A new coupled geomechanics and fluid flow model using detailed natural fracture information in the study area and incorporating the interaction between the natural fractures and the hydraulic fracture during the propagation of the hydraulic fracture have been introduced for reliable forecasting of the hydraulic fracturing process and production. The new approach and the coupled model have been utilized in three horizontal wells in an Eagle Ford oil window well pad. Three different fracturing scenarios have been modeled to have three different hydraulic fracture geometries representing the role of hydraulic fracturing pattern on the produced oil and gas at the same well pad. Coupling geomechanics and flow in the model and incorporating reservoir properties obtained from the core measurements and well logging, fracturing and microseismic data provided significant variation in the production forecast for different fracture geometries. In contrast to the conventional hydraulic fracturing models with symmetric bi-wing planar hydraulic fracture in the reservoir, non-planar fractures have been obtained with the embedment of the DFN model concerning the natural fractures and the hydraulic fracturing.

It is evident from the results presented in this study that the interactions of hydraulically induced and preexisting fractures, hydraulic fracture propagation mechanics, proppant transport, stress shadowing effects, and the operational parameters are essential to include in any modeling effort for reliable production forecast. The production from each well is not typically measured. Instead, the commingled production rate is recorded. This could give erroneous results as the contribution of each well, particularly in the early phase of the production, is different.

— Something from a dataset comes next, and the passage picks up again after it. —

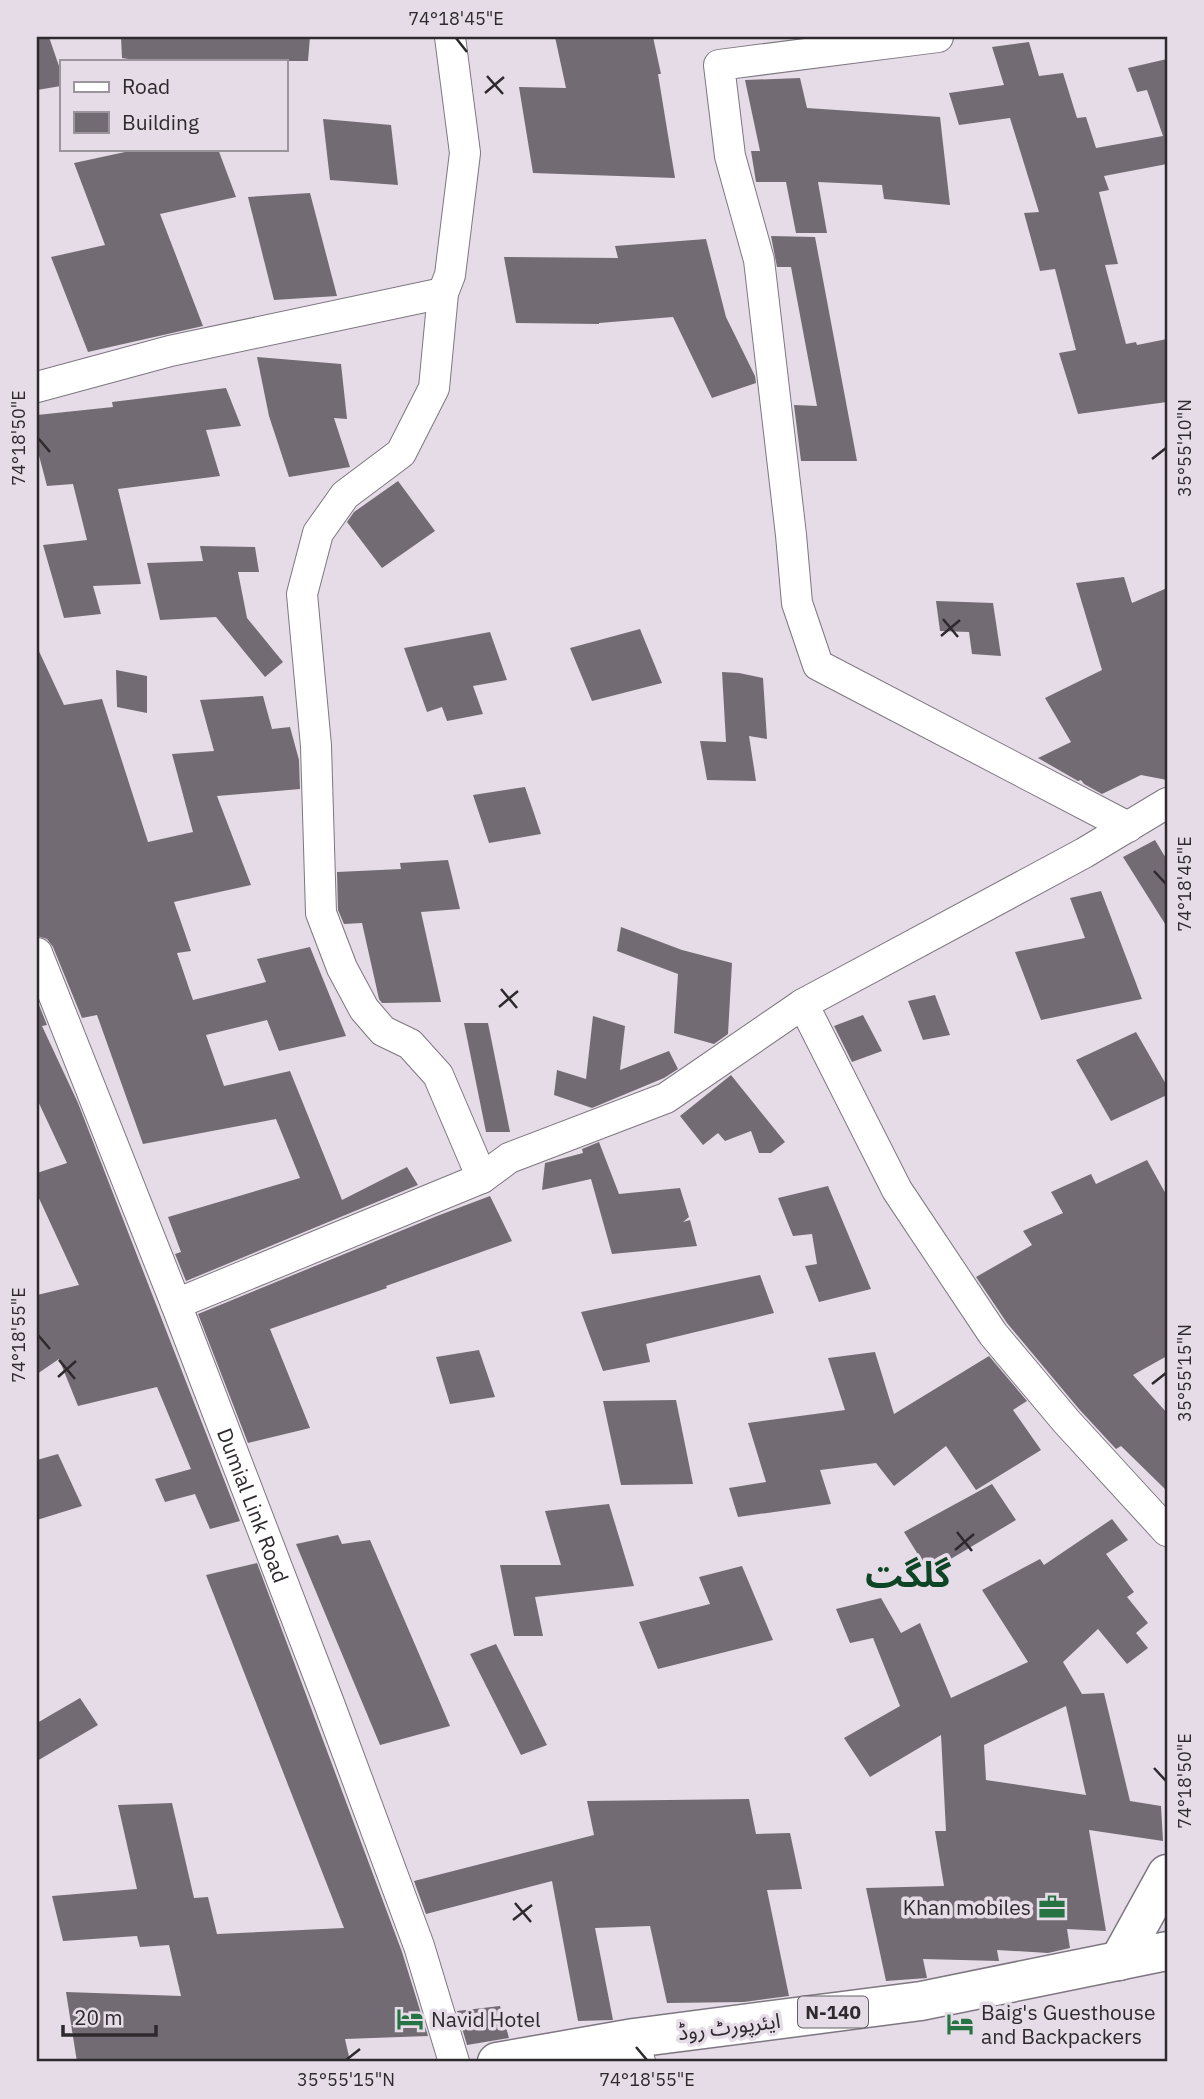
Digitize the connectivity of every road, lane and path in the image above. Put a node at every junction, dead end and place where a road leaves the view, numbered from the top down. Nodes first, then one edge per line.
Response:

According to the simulated production results using the approach and strategy adopted in the research study presented here, the pad with the alternating fracturing technique produces more oil than with zipper fracturing in a 20-year production period. A significant drop in the production rate within the first few years could be anticipated in a shale reservoir regardless of the fracturing technique implemented. The initial oil rate in the alternating fracturing case could be greater than for the zipper fracturing until a specific period of time after which zipper fracturing has the lowest decline rate among the three cases considered. Although the alternating fracturing technique provides relatively higher production volumes than the other patterns, its implementation in the field might not be easy with the current technologies used in hydraulic fracturing. The zipper fracturing pattern might not produce the highest volume over the 20-year period based on the analysis results obtained in this study. The differences in cumulative production between these two patterns become less over time. From an operational perspective, field application of the zipper fracturing technique appears to be more practical and has been widely used in various shale reservoirs. Since the implementation sequence of the zipper fracturing technique allows the operation to be simultaneously carried out on multiple wells, this process requires less time and associated cost.

The stimulated reservoir volume and production from any tight reservoir can be obtained using the coupled model presented in this study. Accuracy and realistic representation of the stimulated reservoir volume and production can be enhanced by incorporating natural fractures and a full 3-D reservoir model with realistic anisotropy and heterogeneity utilizing field and core data.